При свете дня глаза у нее оказались не черными, а карими, хотя стояла она, как и вчера, босиком – только волосы, медово-золотые, заплела в небрежную косу.

Минула вечность, пока я вымучила смазанное:

– Да. Да, фотограф.

В ее выражении мелькнуло и тут же скрылось смутное неодобрение. Я успела испугаться, что сейчас она зашагает прочь.

– Что-то не так с фотографией?

Она задумалась, прежде чем ответить:

– Это подражание. Подражание перечеркивает истину.

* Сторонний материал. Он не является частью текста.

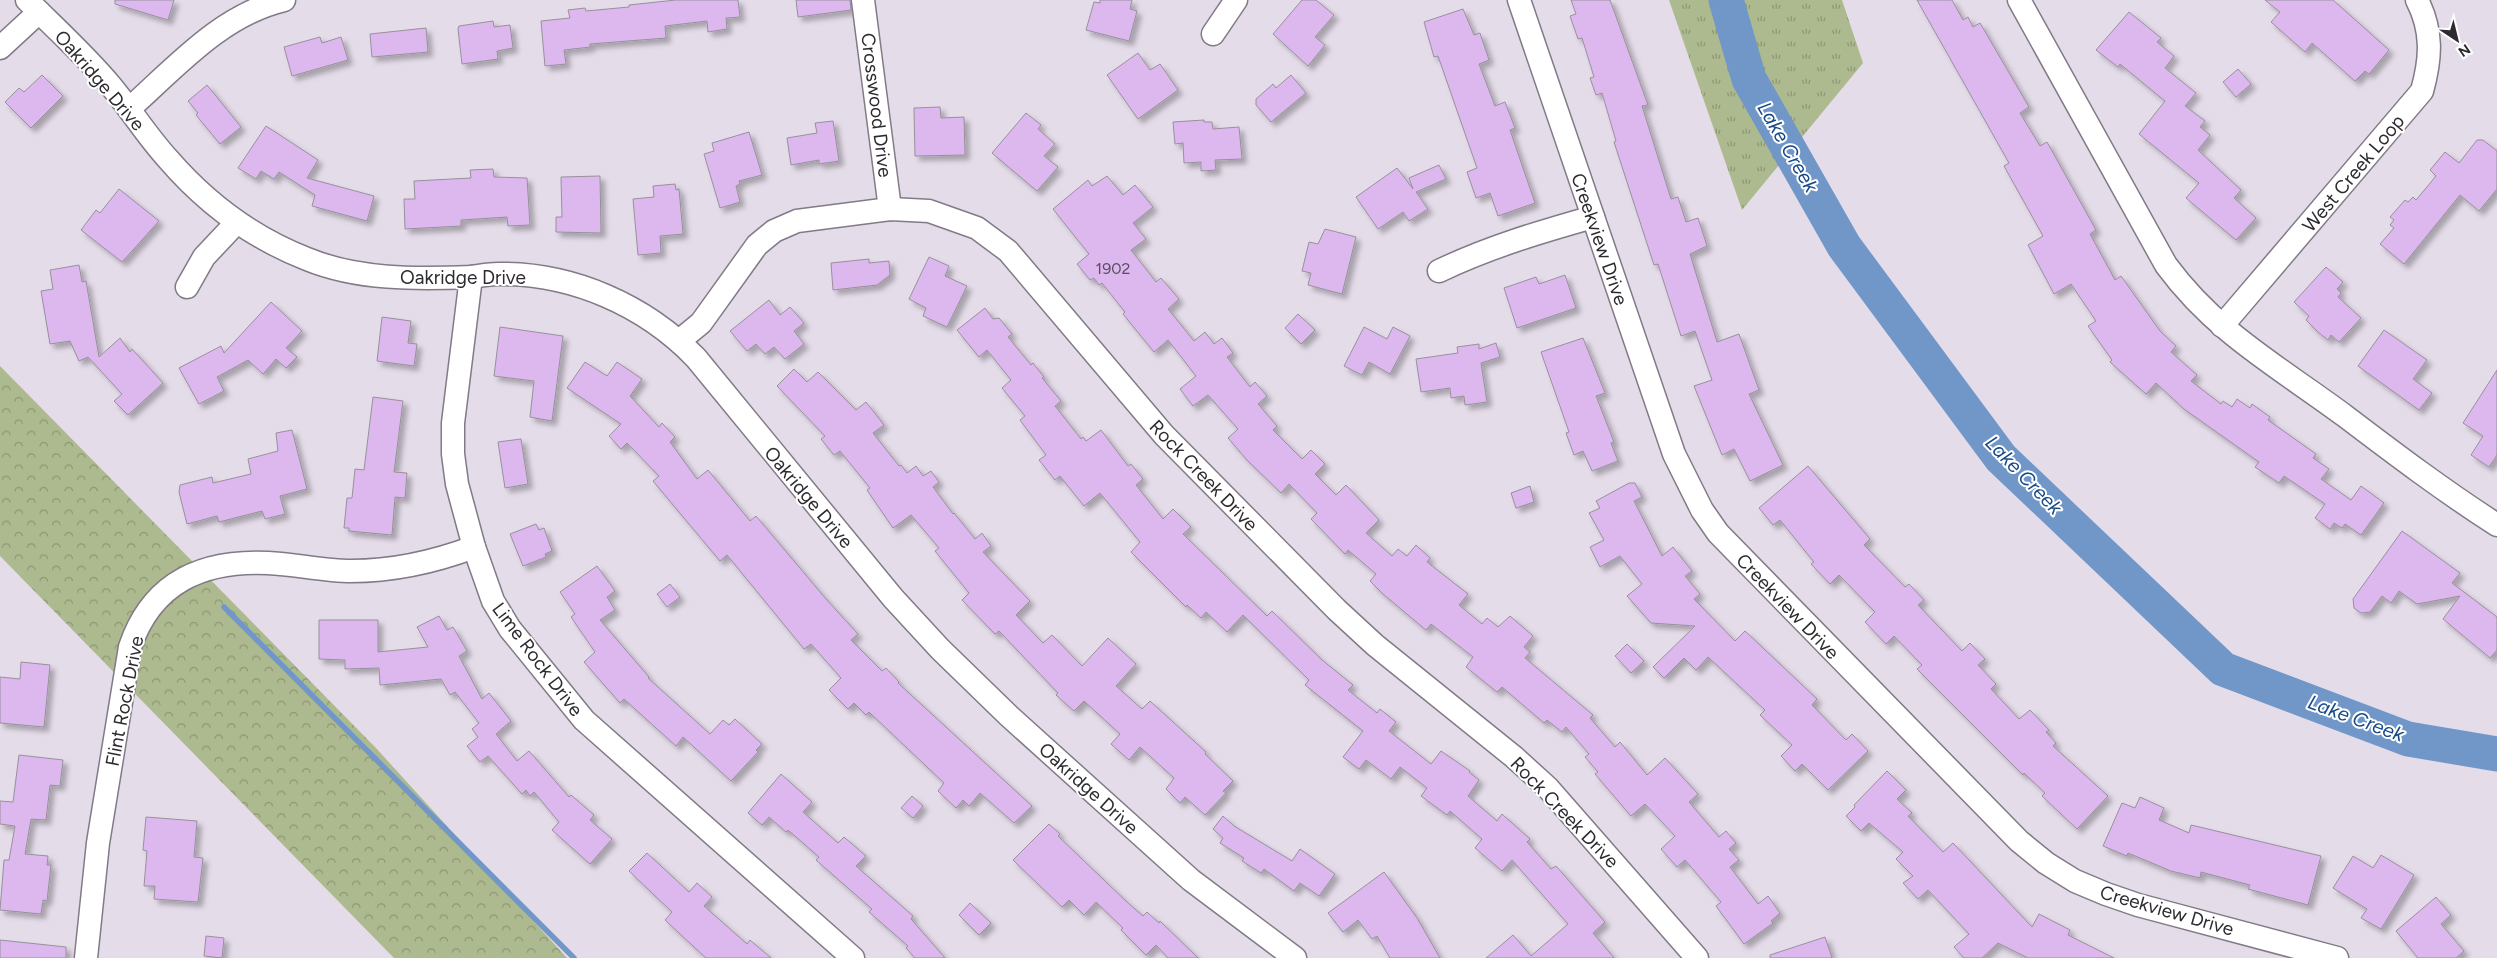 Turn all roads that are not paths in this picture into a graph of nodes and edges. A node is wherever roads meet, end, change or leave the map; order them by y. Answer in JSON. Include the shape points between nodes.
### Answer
{"nodes":[{"id":1,"x":284,"y":0,"type":"edge"},
{"id":2,"x":863,"y":0,"type":"edge"},
{"id":3,"x":1236,"y":0,"type":"edge"},
{"id":4,"x":1519,"y":0,"type":"edge"},
{"id":5,"x":2019,"y":0,"type":"edge"},
{"id":6,"x":2417,"y":0,"type":"edge"},
{"id":7,"x":33,"y":6,"type":"edge"},
{"id":8,"x":1213,"y":34,"type":"dead end"},
{"id":9,"x":0,"y":48,"type":"edge"},
{"id":10,"x":129,"y":109,"type":"junction"},
{"id":11,"x":890,"y":209,"type":"junction"},
{"id":12,"x":1593,"y":217,"type":"junction"},
{"id":13,"x":237,"y":222,"type":"junction"},
{"id":14,"x":1440,"y":271,"type":"dead end"},
{"id":15,"x":471,"y":277,"type":"junction"},
{"id":16,"x":187,"y":287,"type":"dead end"},
{"id":17,"x":2222,"y":326,"type":"junction"},
{"id":18,"x":679,"y":341,"type":"junction"},
{"id":19,"x":2497,"y":525,"type":"edge"},
{"id":20,"x":474,"y":548,"type":"junction"},
{"id":21,"x":86,"y":958,"type":"edge"},
{"id":22,"x":853,"y":958,"type":"edge"},
{"id":23,"x":1295,"y":958,"type":"edge"},
{"id":24,"x":1697,"y":958,"type":"edge"},
{"id":25,"x":2337,"y":958,"type":"edge"}],
"edges":[{"from":1,"to":10,"type":"street","via":[[242,16],[214,33]]},
{"from":2,"to":11,"type":"street","name":"Crosswood Drive"},
{"from":3,"to":8,"type":"street"},
{"from":4,"to":12,"type":"street","name":"Creekview Drive"},
{"from":5,"to":17,"type":"street","via":[[2166,265],[2186,292]]},
{"from":6,"to":17,"type":"street","name":"West Creek Loop","via":[[2425,15],[2431,44],[2429,68],[2422,91]]},
{"from":7,"to":9,"type":"street"},
{"from":7,"to":10,"type":"street","name":"Oakridge Drive"},
{"from":10,"to":13,"type":"street","name":"Oakridge Drive","via":[[188,181]]},
{"from":11,"to":18,"type":"street","name":"Rock Creek Drive","via":[[809,218],[774,231],[743,262],[701,323]]},
{"from":11,"to":24,"type":"street","name":"Rock Creek Drive","via":[[941,215],[977,228],[1008,251],[1171,442],[1375,645],[1548,788]]},
{"from":12,"to":14,"type":"street","via":[[1514,239]]},
{"from":12,"to":25,"type":"street","name":"Creekview Drive","via":[[1674,454],[1702,510],[1738,555],[2019,841],[2074,881],[2106,894]]},
{"from":13,"to":15,"type":"street","name":"Oakridge Drive","via":[[279,247],[339,269],[403,278]]},
{"from":13,"to":16,"type":"street","via":[[204,257]]},
{"from":15,"to":18,"type":"street","name":"Oakridge Drive","via":[[498,274],[556,280],[628,305]]},
{"from":15,"to":20,"type":"street","name":"Lime Rock Drive","via":[[453,423],[453,454],[457,484]]},
{"from":17,"to":19,"type":"street","via":[[2399,458]]},
{"from":18,"to":23,"type":"street","name":"Oakridge Drive","via":[[887,591],[940,649],[1009,716],[1191,880]]},
{"from":20,"to":21,"type":"street","name":"Flint Rock Drive","via":[[401,568],[358,571],[267,563],[231,564],[183,577],[163,593],[148,610],[130,647],[98,843]]},
{"from":20,"to":22,"type":"street","name":"Lime Rock Drive","via":[[486,586],[506,622],[584,720]]}]} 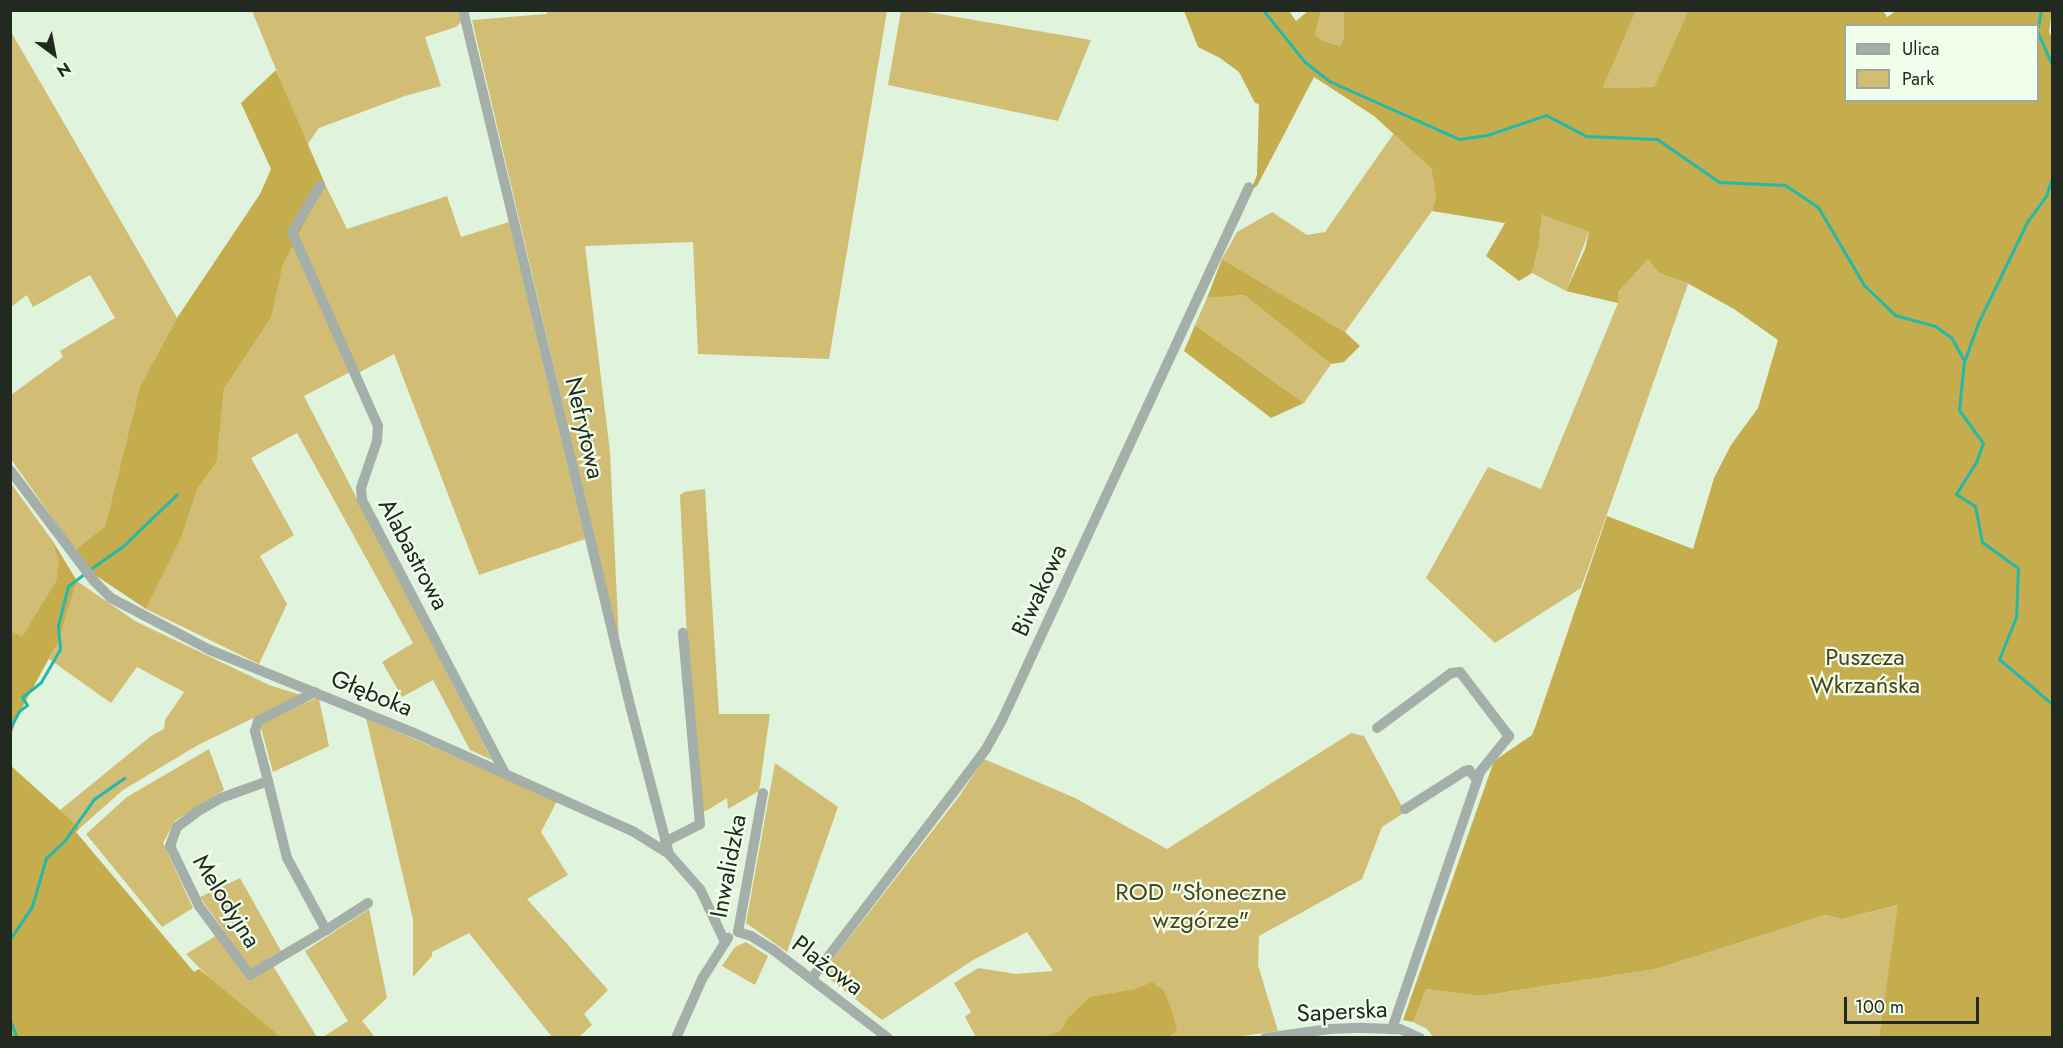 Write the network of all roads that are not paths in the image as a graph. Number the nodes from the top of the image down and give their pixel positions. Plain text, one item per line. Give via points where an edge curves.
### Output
1 (463, 10) edge
2 (320, 186) dead end
3 (1249, 188) dead end
4 (10, 470) edge
5 (683, 633) dead end
6 (315, 692) junction
7 (1377, 728) dead end
8 (504, 772) junction
9 (1478, 780) junction
10 (268, 781) junction
11 (763, 793) dead end
12 (1406, 809) dead end
13 (665, 842) junction
14 (669, 854) junction
15 (369, 903) dead end
16 (326, 930) junction
17 (738, 932) junction
18 (725, 942) junction
19 (812, 978) junction
20 (1392, 1029) junction
21 (1362, 1033) edge
22 (1270, 1037) edge
23 (676, 1038) edge
24 (888, 1038) edge
25 (1265, 1038) edge
26 (1420, 1038) edge

1 - 13 street, Nefrytowa
2 - 8 street, Alabastrowa via 292,232 378,426 377,441 361,488 362,500
3 - 19 street, Biwakowa via 1003,718 973,767
4 - 6 street, Głęboka via 111,598 210,650
5 - 13 street via 700,824
6 - 8 street, Głęboka
6 - 10 street via 258,721 255,731
7 - 9 street via 1451,673 1460,672 1509,736 1493,753
8 - 14 street, Głęboka via 634,832
9 - 12 street via 1466,771
9 - 20 street
10 - 16 street via 287,858
10 - 16 street, Melodyjna via 221,798 183,822 174,832 170,846 199,906 250,975
11 - 17 street, Inwalidzka
13 - 14 street, Nefrytowa
14 - 18 street, Głęboka via 700,889
15 - 16 street, Melodyjna
17 - 18 street, Inwalidzka
17 - 19 street, Plażowa via 758,940
18 - 23 street, Inwalidzka via 698,988
19 - 24 street, Plażowa
20 - 21 street, Saperska
20 - 26 street, Saperska via 1410,1031
21 - 22 street, Saperska
22 - 25 street, Saperska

На камеру она даже не смотрела, но я завела ее за спину. Наверняка существует неписаная статья, запрещающая порицать свою профессию, однако я понимала, о чем речь: когда-то сама отказывалась снимать людей на фоне чего-либо, кроме белой стены или облаков, ведь от пустоты и неба мы неотъемлемы; все остальное – насильственное покорение. Помещая себя в центр композиции, мы искажали мир. В конце концов я перестала работать с людьми вовсе, но, если кто-то спрашивал почему, ограничивалась лишь простым: «Не мое», – хотя едва ли пояснила бы свою позицию так же виртуозно, как когда-то, сразу после выпуска из академии.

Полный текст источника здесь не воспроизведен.